═══ Data listing
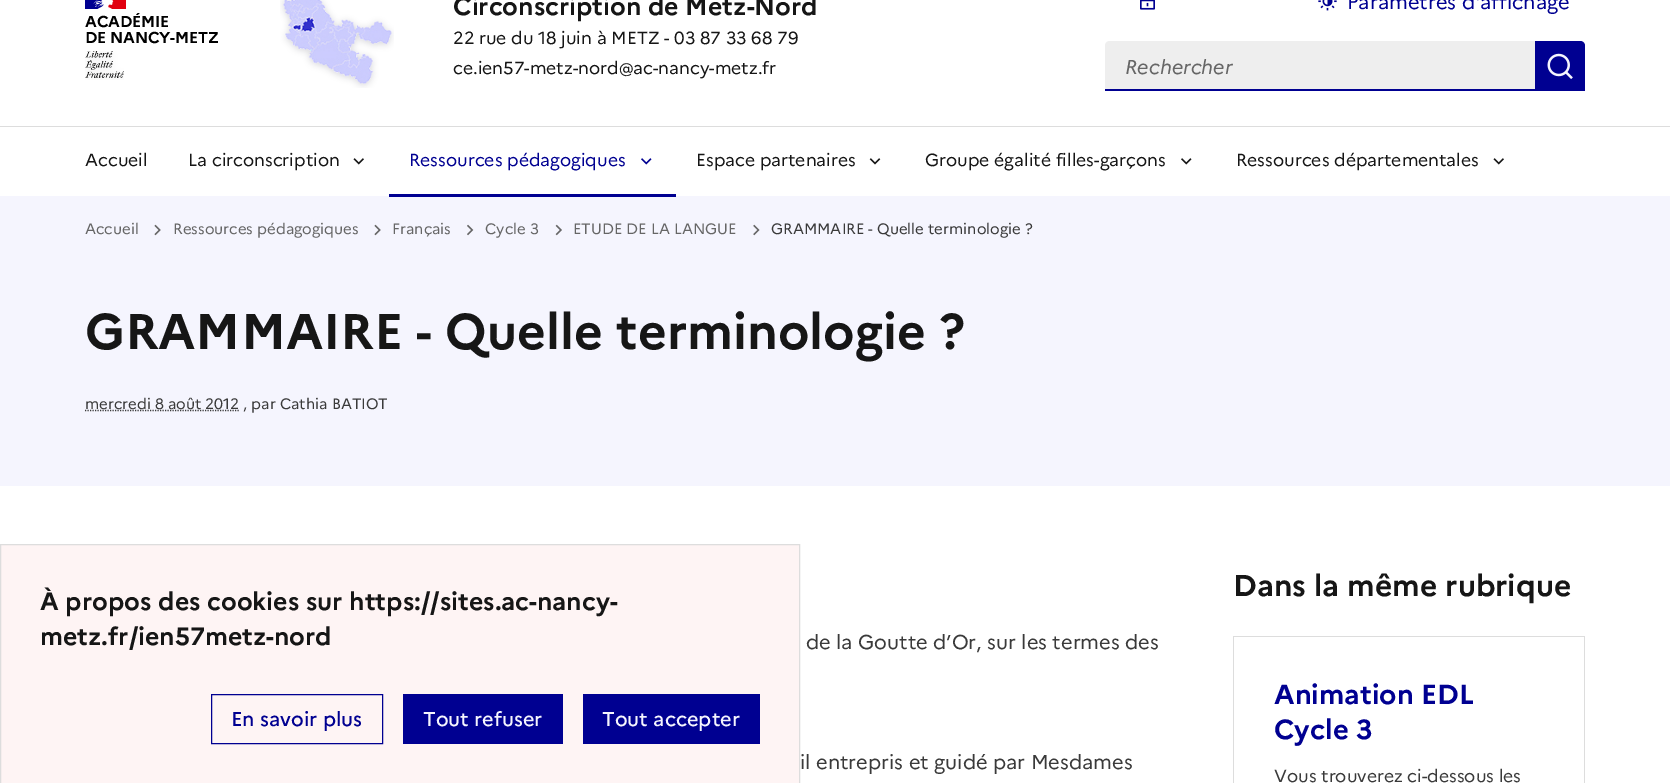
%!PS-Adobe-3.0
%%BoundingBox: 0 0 1670 783
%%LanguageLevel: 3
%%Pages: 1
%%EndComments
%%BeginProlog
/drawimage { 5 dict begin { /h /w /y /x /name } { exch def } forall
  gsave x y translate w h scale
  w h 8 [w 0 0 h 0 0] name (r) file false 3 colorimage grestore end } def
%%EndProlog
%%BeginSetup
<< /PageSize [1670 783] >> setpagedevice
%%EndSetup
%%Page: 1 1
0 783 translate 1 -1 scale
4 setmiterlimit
1 setgray
0 0 1670 783 rectfill
0 0 0.569 setrgbcolor
85 0 19 9 rectfill
0.882 0 0.059 setrgbcolor
108 0 18 9 rectfill
(images/1.raw) 93 0 21 9 drawimage
(images/2.raw) 85 51 39 29 drawimage
(images/3.raw) 280 0 114 88 drawimage
(images/4.raw) 1140 0 15 10 drawimage
(images/5.raw) 1318 0 19 11 drawimage
0.933 setgray
newpath 1110 41 moveto 1535 41 lineto 1535 91 lineto 1105 91 lineto 1105 46 lineto 1105 43 1107 41 1110 41 curveto closepath fill
0 0 0.569 setrgbcolor
1105 89 430 2 rectfill
newpath 1535 41 moveto 1580 41 lineto 1583 41 1585 43 1585 46 curveto 1585 91 lineto 1535 91 lineto closepath fill
(images/6.raw) 1547 53 26 26 drawimage
0.867 setgray
0 126 1670 1 rectfill
(images/7.raw) 353 158 11 7 drawimage
(images/8.raw) 641 158 11 7 drawimage
0.961 0.961 0.996 setrgbcolor
0 196 1670 290 rectfill
0 0 0.569 setrgbcolor
389 194 287 3 rectfill
(images/9.raw) 869 158 12 7 drawimage
(images/10.raw) 1181 158 11 7 drawimage
(images/7.raw) 1493 158 11 7 drawimage
(images/11.raw) 154 224 7 12 drawimage
(images/11.raw) 374 224 7 12 drawimage
(images/12.raw) 467 224 7 12 drawimage
(images/13.raw) 555 224 7 12 drawimage
(images/14.raw) 753 224 7 12 drawimage
0.227 setgray
1.2 setlinewidth
[1.25 1.25] 0 setdash
newpath 85 410.5 moveto 239.5 410.5 lineto stroke
0.867 setgray
1233 636 352 1 rectfill
1584 636 1 147 rectfill
1233 636 1 147 rectfill
0.996 0.957 0.957 setrgbcolor
newpath 0.5 544.5 moveto 799.5 544.5 lineto 799.5 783.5 lineto 0.5 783.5 lineto closepath gsave fill grestore
0.867 setgray
1 setlinewidth
[] 0 setdash
stroke
0 0 0.569 setrgbcolor
211.5 694.5 171 49 rectstroke
403 694 160 50 rectfill
583 694 177 50 rectfill
/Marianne-Bold [15.75 0 0 -15.75 0 0] selectfont
0 setgray
85 27 moveto -0.2 0 (ACADÉMIE) ashow
85 43 moveto -0.2 0 (DE NANCY-METZ) ashow
/Marianne-Bold [25 0 0 -25 0 0] selectfont
0.086 setgray
453 15 moveto (Circonscription de Metz-Nord) show
/Marianne-Regular [17.5 0 0 -17.5 0 0] selectfont
453 44 moveto (22 rue du 18 juin à METZ - 03 87 33 68 79) show
453 74 moveto (ce.ien57-metz-nord@ac-nancy-metz.fr) show
/Marianne-Regular [20 0 0 -20 0 0] selectfont
0 0 0.569 setrgbcolor
1347 9 moveto (Paramètres d'affichage) show
/Marianne-Italic [20 0 0 -20 0 0] selectfont
0.4 setgray
1125 74 moveto (Rechercher) show
/Marianne-Regular [17.5 0 0 -17.5 0 0] selectfont
0.086 setgray
85 166 moveto (Accueil) show
188 166 moveto (La circonscription) show
0 0 0.569 setrgbcolor
409 166 moveto (Ressources pédagogiques) show
0.086 setgray
696 166 moveto (Espace partenaires) show
925 166 moveto (Groupe égalité filles-garçons) show
1236 166 moveto (Ressources départementales) show
/Marianne-Regular [15 0 0 -15 0 0] selectfont
0.4 setgray
85 234 moveto (Accueil) show
173 234 moveto (Ressources pédagogiques) show
392 234 moveto (Français) show
485 234 moveto (Cycle 3) show
573 234 moveto (ETUDE DE LA LANGUE) show
0.227 setgray
771 234 moveto (GRAMMAIRE - Quelle terminologie ?) show
/Marianne-Bold [50 0 0 -50 0 0] selectfont
0.086 setgray
85 349 moveto (GRAMMAIRE - Quelle terminologie ?) show
/Marianne-Regular [15 0 0 -15 0 0] selectfont
0.227 setgray
85 409 moveto (mercredi 8 août 2012 , par Cathia BATIOT) show
/Marianne-Regular [20 0 0 -20 0 0] selectfont
806 649 moveto (de la Goutte d’Or, sur les termes des) show
800 769 moveto (il entrepris et guidé par Mesdames) show
/Marianne-Bold [30 0 0 -30 0 0] selectfont
0.086 setgray
1233 596 moveto (Dans la même rubrique) show
/Marianne-Bold [27.5 0 0 -27.5 0 0] selectfont
0 0 0.569 setrgbcolor
1274 704 moveto (Animation EDL) show
1274 739 moveto (Cycle 3) show
/Marianne-Regular [17.5 0 0 -17.5 0 0] selectfont
0.227 setgray
1274 782 moveto (Vous trouverez ci-dessous les) show
/Marianne-Bold [25 0 0 -25 0 0] selectfont
0.086 setgray
40 610 moveto (À propos des cookies sur https://sites.ac-nancy-) show
40 645 moveto (metz.fr/ien57metz-nord) show
/Marianne-Medium [20 0 0 -20 0 0] selectfont
0 0 0.569 setrgbcolor
231 726 moveto (En savoir plus) show
0.961 0.961 0.996 setrgbcolor
423 726 moveto (Tout refuser) show
602 726 moveto (Tout accepter) show
showpage
%%EOF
══════
Problem
Only the lines above from the one with "573 234 moveto (ETUDE DE LA LANGUE) show" through the one with "1233 596 moveto (Dans la même rubrique) show" should be duplicated, character for character.

Output of the exercise
573 234 moveto (ETUDE DE LA LANGUE) show
0.227 setgray
771 234 moveto (GRAMMAIRE - Quelle terminologie ?) show
/Marianne-Bold [50 0 0 -50 0 0] selectfont
0.086 setgray
85 349 moveto (GRAMMAIRE - Quelle terminologie ?) show
/Marianne-Regular [15 0 0 -15 0 0] selectfont
0.227 setgray
85 409 moveto (mercredi 8 août 2012 , par Cathia BATIOT) show
/Marianne-Regular [20 0 0 -20 0 0] selectfont
806 649 moveto (de la Goutte d’Or, sur les termes des) show
800 769 moveto (il entrepris et guidé par Mesdames) show
/Marianne-Bold [30 0 0 -30 0 0] selectfont
0.086 setgray
1233 596 moveto (Dans la même rubrique) show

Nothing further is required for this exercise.